* **What you are asked to do**
The lines you return must be all those in the data that hold the string "Bout".

* **Data**
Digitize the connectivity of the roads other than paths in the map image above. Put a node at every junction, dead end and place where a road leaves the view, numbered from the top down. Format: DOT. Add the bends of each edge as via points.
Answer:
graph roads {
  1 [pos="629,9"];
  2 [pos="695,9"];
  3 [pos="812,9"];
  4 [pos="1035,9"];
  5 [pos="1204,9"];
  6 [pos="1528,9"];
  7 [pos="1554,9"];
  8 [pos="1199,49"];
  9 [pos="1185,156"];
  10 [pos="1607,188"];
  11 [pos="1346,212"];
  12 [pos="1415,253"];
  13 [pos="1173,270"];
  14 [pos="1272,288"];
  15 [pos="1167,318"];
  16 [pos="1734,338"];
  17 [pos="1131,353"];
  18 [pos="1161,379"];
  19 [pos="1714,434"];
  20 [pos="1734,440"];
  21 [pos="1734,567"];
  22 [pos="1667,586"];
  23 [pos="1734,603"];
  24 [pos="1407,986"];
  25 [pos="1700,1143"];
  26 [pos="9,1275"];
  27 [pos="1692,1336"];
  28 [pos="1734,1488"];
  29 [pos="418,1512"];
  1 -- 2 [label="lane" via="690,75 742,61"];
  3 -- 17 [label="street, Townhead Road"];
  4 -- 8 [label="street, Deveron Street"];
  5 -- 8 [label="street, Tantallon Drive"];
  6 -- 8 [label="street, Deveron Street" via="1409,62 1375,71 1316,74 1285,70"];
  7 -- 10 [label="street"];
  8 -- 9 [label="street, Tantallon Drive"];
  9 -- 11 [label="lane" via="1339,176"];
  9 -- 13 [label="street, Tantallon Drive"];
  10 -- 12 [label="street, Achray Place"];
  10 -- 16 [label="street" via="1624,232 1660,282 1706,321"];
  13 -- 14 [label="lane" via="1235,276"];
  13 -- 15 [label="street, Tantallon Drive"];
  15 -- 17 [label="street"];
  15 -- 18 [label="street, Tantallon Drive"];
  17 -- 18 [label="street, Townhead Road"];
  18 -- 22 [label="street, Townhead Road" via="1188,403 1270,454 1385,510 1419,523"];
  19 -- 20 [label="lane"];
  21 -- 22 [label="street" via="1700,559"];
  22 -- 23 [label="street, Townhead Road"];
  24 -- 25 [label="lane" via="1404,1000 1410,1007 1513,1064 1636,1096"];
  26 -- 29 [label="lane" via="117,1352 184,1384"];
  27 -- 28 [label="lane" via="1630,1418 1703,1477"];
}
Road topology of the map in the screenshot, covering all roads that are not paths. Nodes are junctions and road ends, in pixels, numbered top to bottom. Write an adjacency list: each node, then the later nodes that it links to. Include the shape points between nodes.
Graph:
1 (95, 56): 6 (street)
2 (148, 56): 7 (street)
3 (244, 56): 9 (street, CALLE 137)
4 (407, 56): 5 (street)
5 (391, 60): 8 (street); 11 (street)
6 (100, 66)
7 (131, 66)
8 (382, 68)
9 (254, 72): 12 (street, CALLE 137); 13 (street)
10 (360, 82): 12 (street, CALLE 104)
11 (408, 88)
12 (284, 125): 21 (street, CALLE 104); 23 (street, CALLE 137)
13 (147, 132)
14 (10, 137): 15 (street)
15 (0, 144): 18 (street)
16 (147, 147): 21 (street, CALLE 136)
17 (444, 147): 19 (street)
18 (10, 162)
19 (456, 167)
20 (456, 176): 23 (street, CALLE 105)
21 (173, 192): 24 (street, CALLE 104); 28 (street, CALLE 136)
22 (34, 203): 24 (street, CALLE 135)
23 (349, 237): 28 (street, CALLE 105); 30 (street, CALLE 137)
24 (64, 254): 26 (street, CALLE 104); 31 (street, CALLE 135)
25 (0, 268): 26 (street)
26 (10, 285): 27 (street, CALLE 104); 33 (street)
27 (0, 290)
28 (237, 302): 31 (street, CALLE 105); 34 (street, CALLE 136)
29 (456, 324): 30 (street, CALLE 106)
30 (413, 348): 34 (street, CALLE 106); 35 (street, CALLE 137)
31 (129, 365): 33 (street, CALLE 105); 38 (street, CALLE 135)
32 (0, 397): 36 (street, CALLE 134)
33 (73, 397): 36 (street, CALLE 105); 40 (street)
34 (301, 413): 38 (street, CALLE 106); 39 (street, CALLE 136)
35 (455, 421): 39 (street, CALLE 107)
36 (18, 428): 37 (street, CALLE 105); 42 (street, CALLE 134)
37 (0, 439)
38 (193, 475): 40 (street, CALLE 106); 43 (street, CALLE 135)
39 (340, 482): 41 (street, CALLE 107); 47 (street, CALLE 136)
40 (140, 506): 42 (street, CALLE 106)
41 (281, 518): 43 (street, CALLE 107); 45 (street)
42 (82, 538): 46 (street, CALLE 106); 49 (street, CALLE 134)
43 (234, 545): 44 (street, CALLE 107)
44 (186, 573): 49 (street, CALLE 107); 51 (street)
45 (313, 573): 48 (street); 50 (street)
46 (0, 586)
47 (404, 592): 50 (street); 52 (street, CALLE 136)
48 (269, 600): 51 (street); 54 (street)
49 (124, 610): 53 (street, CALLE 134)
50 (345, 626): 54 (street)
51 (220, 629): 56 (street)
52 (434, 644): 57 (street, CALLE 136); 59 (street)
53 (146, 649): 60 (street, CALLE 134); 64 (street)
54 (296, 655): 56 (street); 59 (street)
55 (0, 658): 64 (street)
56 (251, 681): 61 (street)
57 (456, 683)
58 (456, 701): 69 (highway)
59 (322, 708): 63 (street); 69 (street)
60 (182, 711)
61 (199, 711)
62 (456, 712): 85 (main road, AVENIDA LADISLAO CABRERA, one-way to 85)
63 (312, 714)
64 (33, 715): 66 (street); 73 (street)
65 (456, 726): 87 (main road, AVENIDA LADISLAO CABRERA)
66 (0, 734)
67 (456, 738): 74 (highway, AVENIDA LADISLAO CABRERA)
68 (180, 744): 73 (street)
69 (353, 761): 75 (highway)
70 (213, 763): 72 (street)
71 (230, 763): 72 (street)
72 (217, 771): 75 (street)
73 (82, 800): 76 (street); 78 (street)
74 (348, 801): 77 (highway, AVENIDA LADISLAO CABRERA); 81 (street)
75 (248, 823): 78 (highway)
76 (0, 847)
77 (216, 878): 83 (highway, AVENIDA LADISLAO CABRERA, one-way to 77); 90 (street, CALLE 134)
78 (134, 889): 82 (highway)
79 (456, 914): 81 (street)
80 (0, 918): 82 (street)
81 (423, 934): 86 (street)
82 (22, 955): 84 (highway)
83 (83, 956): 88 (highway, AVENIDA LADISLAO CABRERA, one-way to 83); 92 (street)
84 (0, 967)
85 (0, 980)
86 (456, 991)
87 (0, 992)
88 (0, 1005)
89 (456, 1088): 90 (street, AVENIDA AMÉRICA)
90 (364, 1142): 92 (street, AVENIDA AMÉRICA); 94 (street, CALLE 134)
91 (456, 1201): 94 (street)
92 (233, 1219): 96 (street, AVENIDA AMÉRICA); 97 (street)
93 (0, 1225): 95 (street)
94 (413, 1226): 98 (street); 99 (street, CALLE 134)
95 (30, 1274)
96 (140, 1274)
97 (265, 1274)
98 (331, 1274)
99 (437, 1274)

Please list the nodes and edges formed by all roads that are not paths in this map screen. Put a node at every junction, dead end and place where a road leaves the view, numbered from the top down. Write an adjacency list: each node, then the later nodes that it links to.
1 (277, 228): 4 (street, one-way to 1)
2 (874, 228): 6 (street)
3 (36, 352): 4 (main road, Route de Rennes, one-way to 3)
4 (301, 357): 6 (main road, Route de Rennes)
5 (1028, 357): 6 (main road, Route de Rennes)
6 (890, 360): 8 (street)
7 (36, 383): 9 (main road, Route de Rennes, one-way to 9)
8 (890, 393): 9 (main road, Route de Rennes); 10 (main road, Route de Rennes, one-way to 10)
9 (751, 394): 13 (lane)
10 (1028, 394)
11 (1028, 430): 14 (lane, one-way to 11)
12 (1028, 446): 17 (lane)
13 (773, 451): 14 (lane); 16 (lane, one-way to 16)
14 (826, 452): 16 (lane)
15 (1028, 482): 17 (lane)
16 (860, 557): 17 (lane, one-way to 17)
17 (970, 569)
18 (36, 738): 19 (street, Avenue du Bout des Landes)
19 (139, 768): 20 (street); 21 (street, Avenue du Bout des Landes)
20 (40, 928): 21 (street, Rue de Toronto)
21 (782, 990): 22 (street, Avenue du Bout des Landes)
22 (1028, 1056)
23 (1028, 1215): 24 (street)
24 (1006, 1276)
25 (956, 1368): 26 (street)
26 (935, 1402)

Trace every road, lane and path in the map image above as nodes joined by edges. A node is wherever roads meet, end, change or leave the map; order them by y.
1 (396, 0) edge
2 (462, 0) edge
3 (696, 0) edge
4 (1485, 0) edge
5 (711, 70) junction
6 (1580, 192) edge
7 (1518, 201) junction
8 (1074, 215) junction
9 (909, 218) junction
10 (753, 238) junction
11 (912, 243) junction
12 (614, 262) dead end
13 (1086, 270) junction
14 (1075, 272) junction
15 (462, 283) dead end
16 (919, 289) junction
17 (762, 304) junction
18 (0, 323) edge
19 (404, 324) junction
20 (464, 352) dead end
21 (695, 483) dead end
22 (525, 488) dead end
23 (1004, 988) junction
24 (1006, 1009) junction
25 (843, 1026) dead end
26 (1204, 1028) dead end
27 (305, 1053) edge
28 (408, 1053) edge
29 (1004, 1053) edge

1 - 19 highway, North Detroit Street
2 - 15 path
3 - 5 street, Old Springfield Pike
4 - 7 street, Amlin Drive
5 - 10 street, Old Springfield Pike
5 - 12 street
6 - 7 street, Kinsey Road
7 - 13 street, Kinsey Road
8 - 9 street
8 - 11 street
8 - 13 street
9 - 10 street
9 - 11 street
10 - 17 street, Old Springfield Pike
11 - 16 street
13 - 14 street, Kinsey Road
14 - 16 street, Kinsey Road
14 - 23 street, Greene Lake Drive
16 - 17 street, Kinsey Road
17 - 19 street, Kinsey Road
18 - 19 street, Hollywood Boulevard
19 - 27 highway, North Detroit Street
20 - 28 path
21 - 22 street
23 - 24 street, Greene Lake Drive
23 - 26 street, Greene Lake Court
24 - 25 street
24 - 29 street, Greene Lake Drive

* **Task solution**
18 (36, 738): 19 (street, Avenue du Bout des Landes)
19 (139, 768): 20 (street); 21 (street, Avenue du Bout des Landes)
21 (782, 990): 22 (street, Avenue du Bout des Landes)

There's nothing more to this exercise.